Return each record unchanged and drop the images.

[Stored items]
BEGIN
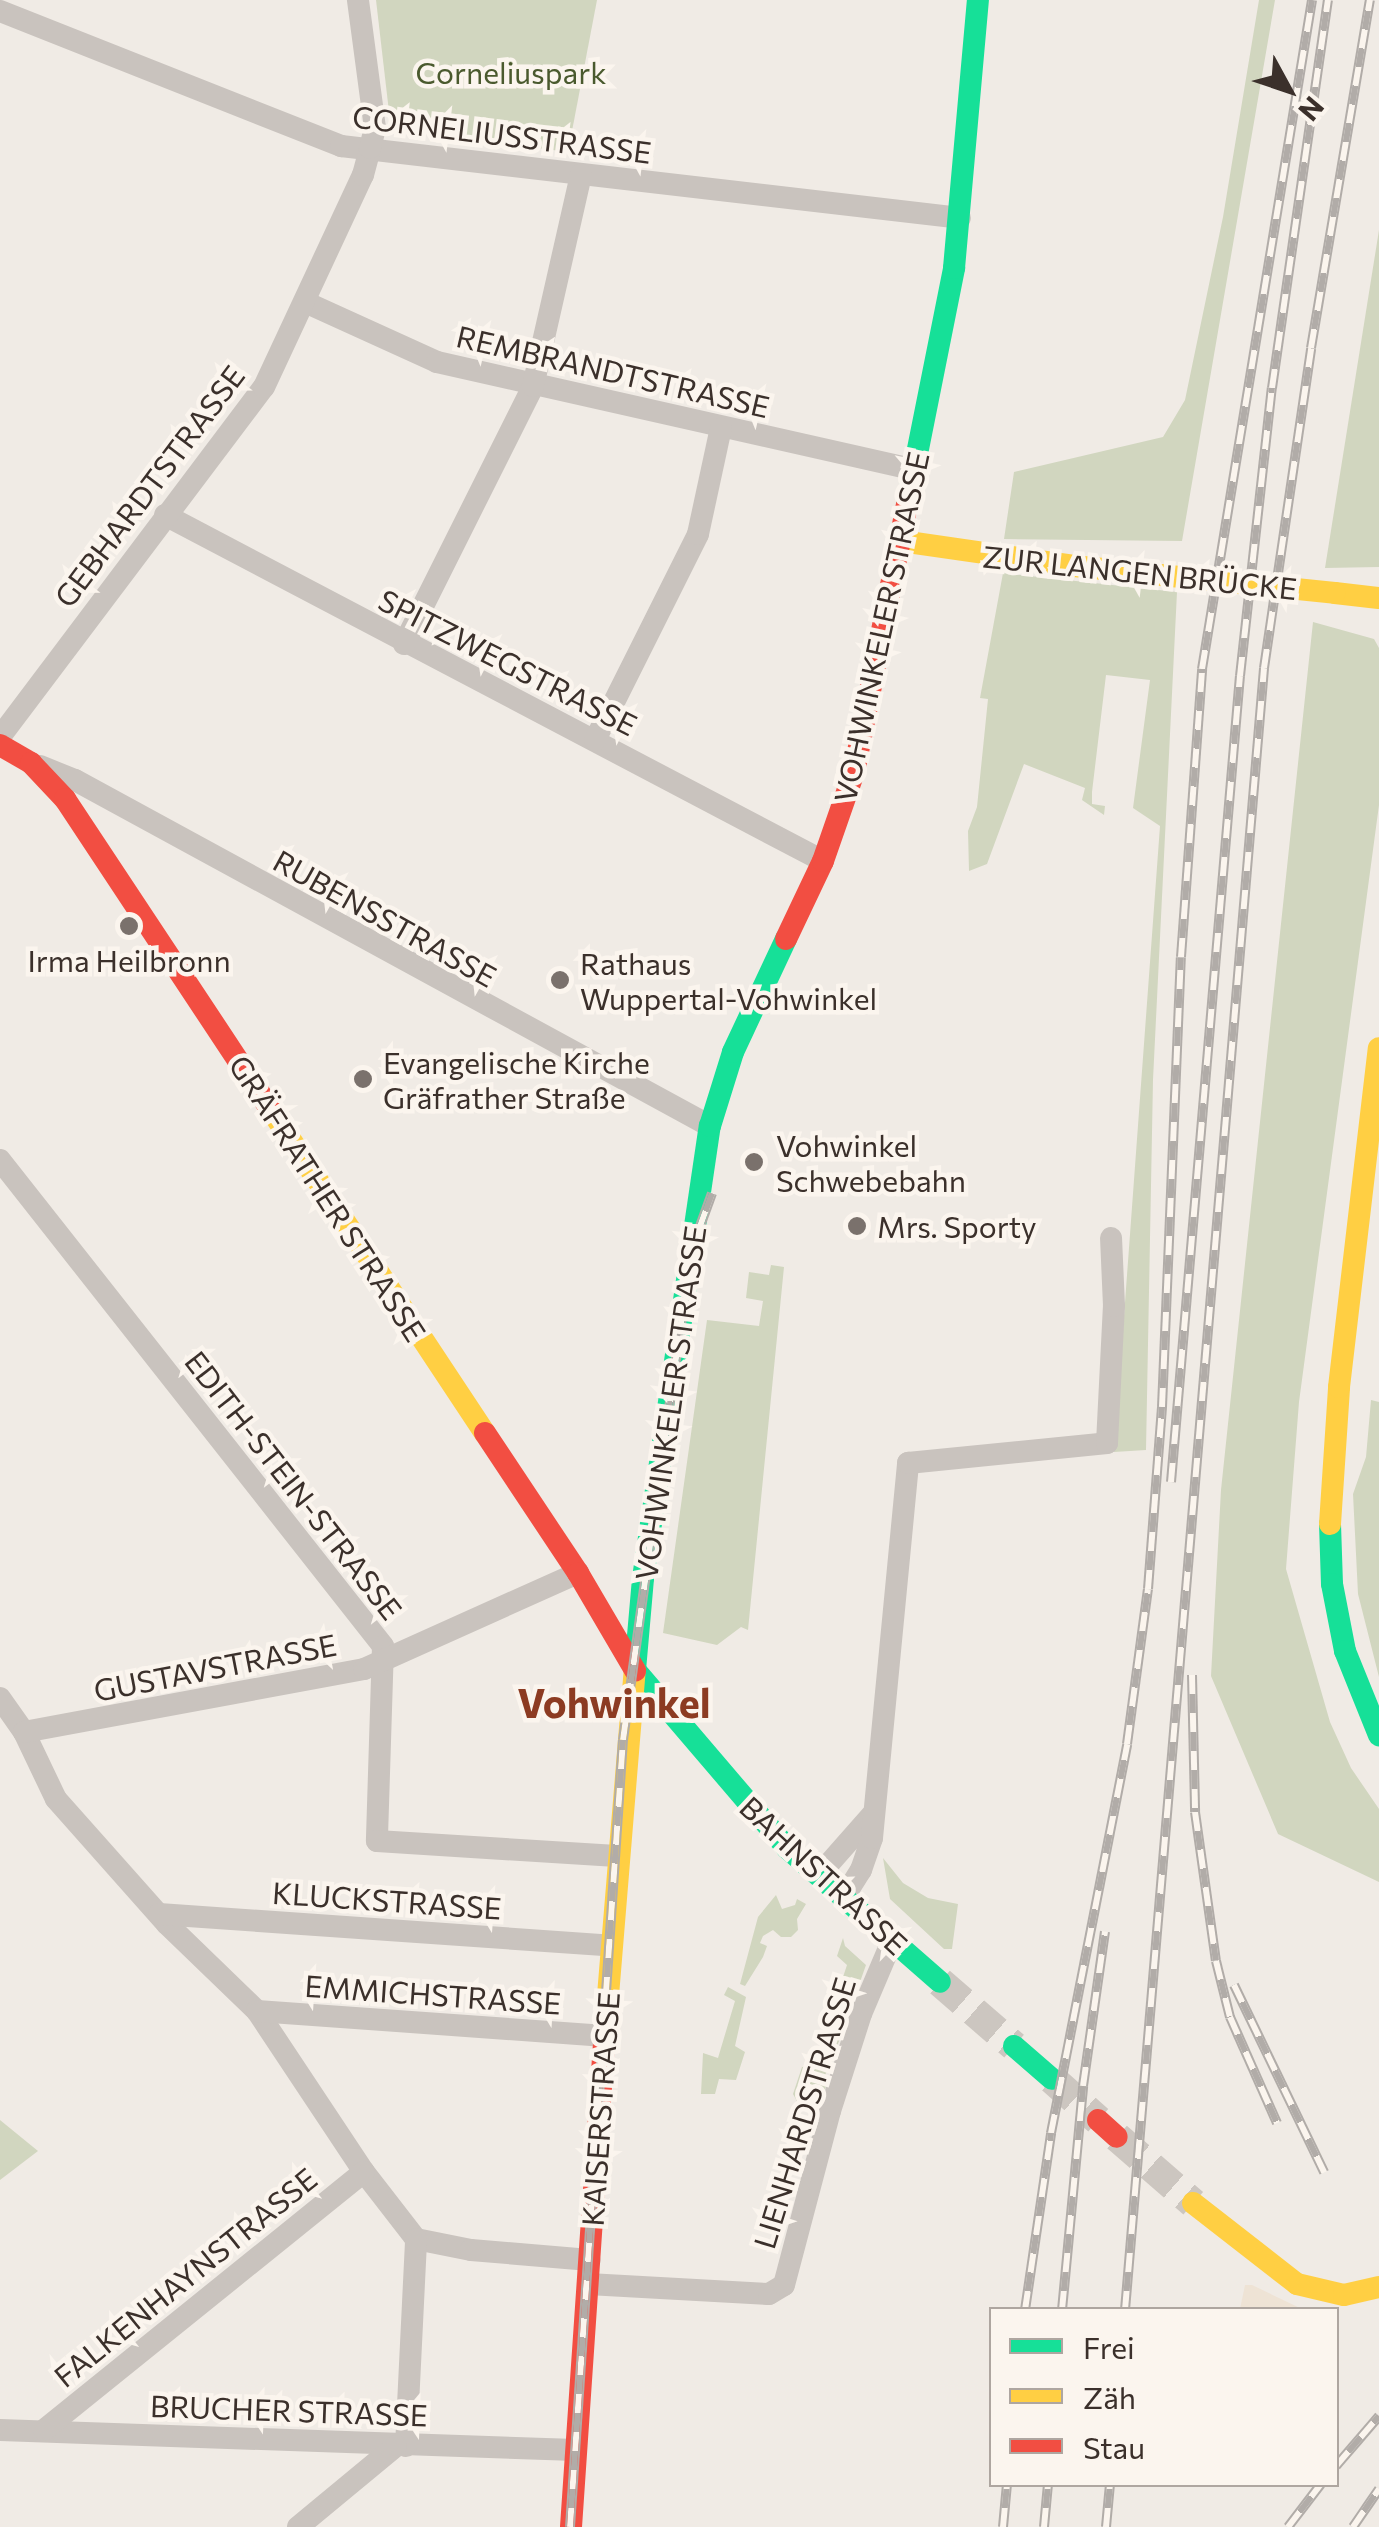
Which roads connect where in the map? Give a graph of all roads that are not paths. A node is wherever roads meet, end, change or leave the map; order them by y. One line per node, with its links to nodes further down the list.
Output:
1 (358, 0): 4 (street, GEBHARDTSTRASSE)
2 (978, 0): 6 (main road, VOHWINKELER STRASSE)
3 (0, 11): 4 (street, CORNELIUSSTRASSE)
4 (370, 148): 5 (street, CORNELIUSSTRASSE); 7 (street, GEBHARDTSTRASSE)
5 (582, 174): 6 (street, CORNELIUSSTRASSE); 8 (street)
6 (960, 218): 10 (main road, VOHWINKELER STRASSE)
7 (305, 302): 8 (street, REMBRANDTSTRASSE); 11 (street, GEBHARDTSTRASSE)
8 (533, 386): 9 (street, REMBRANDTSTRASSE); 14 (street)
9 (720, 428): 10 (street, REMBRANDTSTRASSE); 16 (street)
10 (916, 470): 12 (main road, VOHWINKELER STRASSE)
11 (165, 515): 14 (street, SPITZWEGSTRASSE); 15 (street, GEBHARDTSTRASSE)
12 (901, 541): 13 (main road, ZUR LANGEN BRÜCKE, bridge); 19 (main road, VOHWINKELER STRASSE)
13 (1376, 599)
14 (404, 644): 16 (street, SPITZWEGSTRASSE)
15 (0, 737)
16 (595, 740): 19 (street, SPITZWEGSTRASSE)
17 (0, 745): 18 (main road, GRÄFRATHER STRASSE)
18 (31, 763): 21 (street, RUBENSSTRASSE); 24 (main road, GRÄFRATHER STRASSE)
19 (824, 861): 21 (main road, VOHWINKELER STRASSE)
20 (1379, 1048): 28 (main road)
21 (710, 1126): 26 (main road, VOHWINKELER STRASSE)
22 (0, 1160): 25 (street, EDITH-STEIN-STRASSE)
23 (1111, 1238): 30 (street)
24 (578, 1573): 25 (street, GUSTAVSTRASSE); 26 (main road, GRÄFRATHER STRASSE)
25 (382, 1658): 29 (street, GUSTAVSTRASSE); 31 (street, EDITH-STEIN-STRASSE)
26 (634, 1681): 31 (main road, KAISERSTRASSE); 32 (main road, BAHNSTRASSE)
27 (0, 1698): 29 (street)
28 (1378, 1731)
29 (24, 1732): 34 (street)
30 (871, 1816): 32 (street); 33 (street)
31 (617, 1856): 36 (main road, KAISERSTRASSE)
32 (819, 1876): 33 (main road, BAHNSTRASSE)
33 (844, 1897): 35 (main road, BAHNSTRASSE)
34 (158, 1914): 36 (street, KLUCKSTRASSE); 38 (street)
35 (892, 1940): 37 (main road, BAHNSTRASSE); 47 (street, LIENHARDSTRASSE)
36 (610, 1946): 39 (main road, KAISERSTRASSE)
37 (940, 1982)
38 (256, 2011): 39 (street, EMMICHSTRASSE); 44 (street)
39 (605, 2036): 47 (main road, KAISERSTRASSE)
40 (1014, 2046): 41 (main road)
41 (1052, 2079)
42 (1098, 2120): 43 (main road)
43 (1117, 2137)
44 (364, 2172): 46 (street); 50 (street, FALKENHAYNSTRASSE)
45 (1192, 2203): 48 (main road)
46 (416, 2240): 47 (street, LIENHARDSTRASSE); 51 (street)
47 (589, 2272): 52 (main road, KAISERSTRASSE)
48 (1379, 2287)
49 (0, 2430): 50 (street, BRUCHER STRASSE)
50 (44, 2430): 51 (street, BRUCHER STRASSE)
51 (401, 2446): 52 (street, BRUCHER STRASSE); 53 (street)
52 (576, 2450): 54 (main road, KAISERSTRASSE)
53 (298, 2527)
54 (571, 2527)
END
Written response:
Which roads connect where in the map? Give a graph of all roads that are not paths. A node is wherever roads meet, end, change or leave the map; order them by y. One line per node, with its links to nodes further down the list.
Output:
1 (358, 0): 4 (street, GEBHARDTSTRASSE)
2 (978, 0): 6 (main road, VOHWINKELER STRASSE)
3 (0, 11): 4 (street, CORNELIUSSTRASSE)
4 (370, 148): 5 (street, CORNELIUSSTRASSE); 7 (street, GEBHARDTSTRASSE)
5 (582, 174): 6 (street, CORNELIUSSTRASSE); 8 (street)
6 (960, 218): 10 (main road, VOHWINKELER STRASSE)
7 (305, 302): 8 (street, REMBRANDTSTRASSE); 11 (street, GEBHARDTSTRASSE)
8 (533, 386): 9 (street, REMBRANDTSTRASSE); 14 (street)
9 (720, 428): 10 (street, REMBRANDTSTRASSE); 16 (street)
10 (916, 470): 12 (main road, VOHWINKELER STRASSE)
11 (165, 515): 14 (street, SPITZWEGSTRASSE); 15 (street, GEBHARDTSTRASSE)
12 (901, 541): 13 (main road, ZUR LANGEN BRÜCKE, bridge); 19 (main road, VOHWINKELER STRASSE)
13 (1376, 599)
14 (404, 644): 16 (street, SPITZWEGSTRASSE)
15 (0, 737)
16 (595, 740): 19 (street, SPITZWEGSTRASSE)
17 (0, 745): 18 (main road, GRÄFRATHER STRASSE)
18 (31, 763): 21 (street, RUBENSSTRASSE); 24 (main road, GRÄFRATHER STRASSE)
19 (824, 861): 21 (main road, VOHWINKELER STRASSE)
20 (1379, 1048): 28 (main road)
21 (710, 1126): 26 (main road, VOHWINKELER STRASSE)
22 (0, 1160): 25 (street, EDITH-STEIN-STRASSE)
23 (1111, 1238): 30 (street)
24 (578, 1573): 25 (street, GUSTAVSTRASSE); 26 (main road, GRÄFRATHER STRASSE)
25 (382, 1658): 29 (street, GUSTAVSTRASSE); 31 (street, EDITH-STEIN-STRASSE)
26 (634, 1681): 31 (main road, KAISERSTRASSE); 32 (main road, BAHNSTRASSE)
27 (0, 1698): 29 (street)
28 (1378, 1731)
29 (24, 1732): 34 (street)
30 (871, 1816): 32 (street); 33 (street)
31 (617, 1856): 36 (main road, KAISERSTRASSE)
32 (819, 1876): 33 (main road, BAHNSTRASSE)
33 (844, 1897): 35 (main road, BAHNSTRASSE)
34 (158, 1914): 36 (street, KLUCKSTRASSE); 38 (street)
35 (892, 1940): 37 (main road, BAHNSTRASSE); 47 (street, LIENHARDSTRASSE)
36 (610, 1946): 39 (main road, KAISERSTRASSE)
37 (940, 1982)
38 (256, 2011): 39 (street, EMMICHSTRASSE); 44 (street)
39 (605, 2036): 47 (main road, KAISERSTRASSE)
40 (1014, 2046): 41 (main road)
41 (1052, 2079)
42 (1098, 2120): 43 (main road)
43 (1117, 2137)
44 (364, 2172): 46 (street); 50 (street, FALKENHAYNSTRASSE)
45 (1192, 2203): 48 (main road)
46 (416, 2240): 47 (street, LIENHARDSTRASSE); 51 (street)
47 (589, 2272): 52 (main road, KAISERSTRASSE)
48 (1379, 2287)
49 (0, 2430): 50 (street, BRUCHER STRASSE)
50 (44, 2430): 51 (street, BRUCHER STRASSE)
51 (401, 2446): 52 (street, BRUCHER STRASSE); 53 (street)
52 (576, 2450): 54 (main road, KAISERSTRASSE)
53 (298, 2527)
54 (571, 2527)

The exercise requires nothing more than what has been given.